----- Data -----

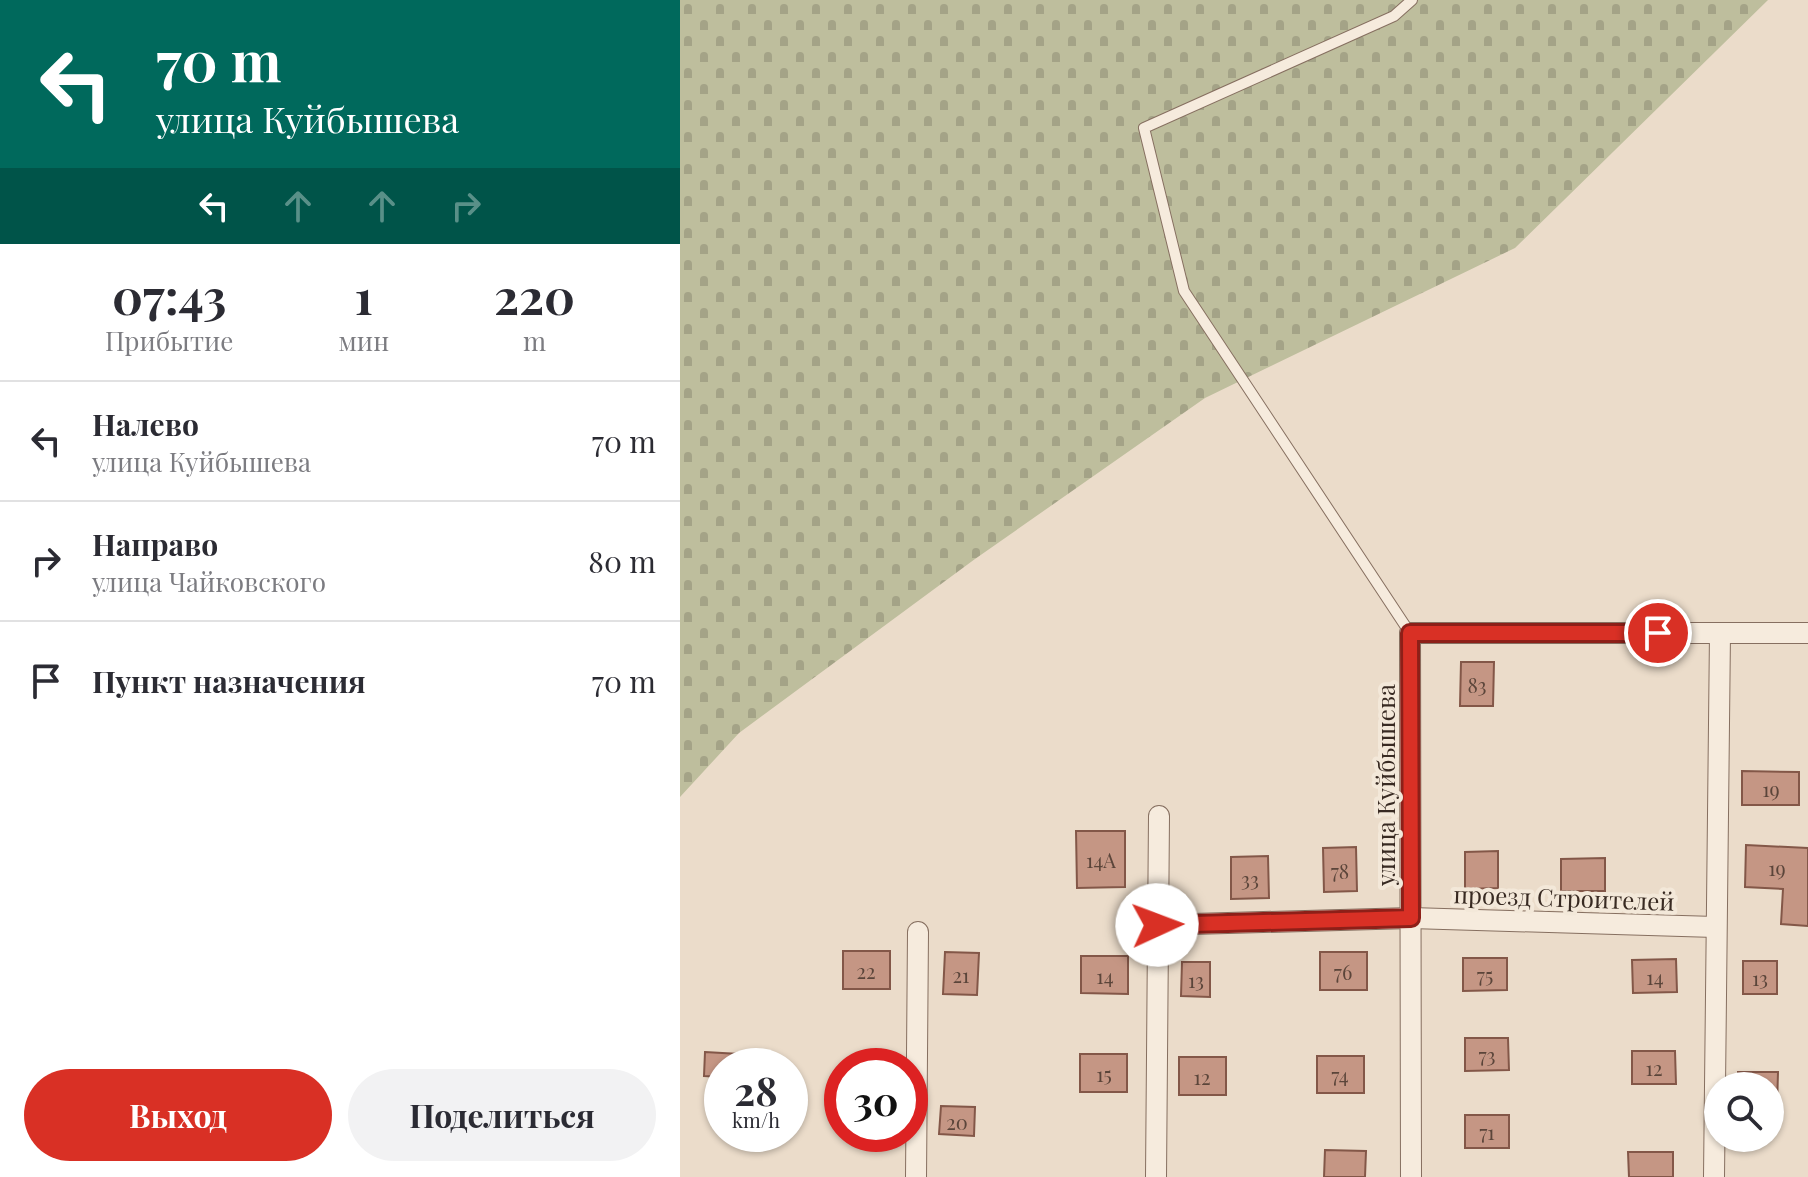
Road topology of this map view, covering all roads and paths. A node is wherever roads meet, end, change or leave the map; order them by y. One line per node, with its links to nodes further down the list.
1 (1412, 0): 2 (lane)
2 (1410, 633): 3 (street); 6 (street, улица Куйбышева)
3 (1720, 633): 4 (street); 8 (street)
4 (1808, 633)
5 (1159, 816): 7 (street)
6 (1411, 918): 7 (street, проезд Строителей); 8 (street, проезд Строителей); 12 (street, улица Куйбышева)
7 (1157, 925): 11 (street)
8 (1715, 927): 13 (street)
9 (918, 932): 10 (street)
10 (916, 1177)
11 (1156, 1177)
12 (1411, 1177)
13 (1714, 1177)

-----

Task instructions: When you print the records above, keep them exact and leave out the pictures.

Output:
Road topology of this map view, covering all roads and paths. A node is wherever roads meet, end, change or leave the map; order them by y. One line per node, with its links to nodes further down the list.
1 (1412, 0): 2 (lane)
2 (1410, 633): 3 (street); 6 (street, улица Куйбышева)
3 (1720, 633): 4 (street); 8 (street)
4 (1808, 633)
5 (1159, 816): 7 (street)
6 (1411, 918): 7 (street, проезд Строителей); 8 (street, проезд Строителей); 12 (street, улица Куйбышева)
7 (1157, 925): 11 (street)
8 (1715, 927): 13 (street)
9 (918, 932): 10 (street)
10 (916, 1177)
11 (1156, 1177)
12 (1411, 1177)
13 (1714, 1177)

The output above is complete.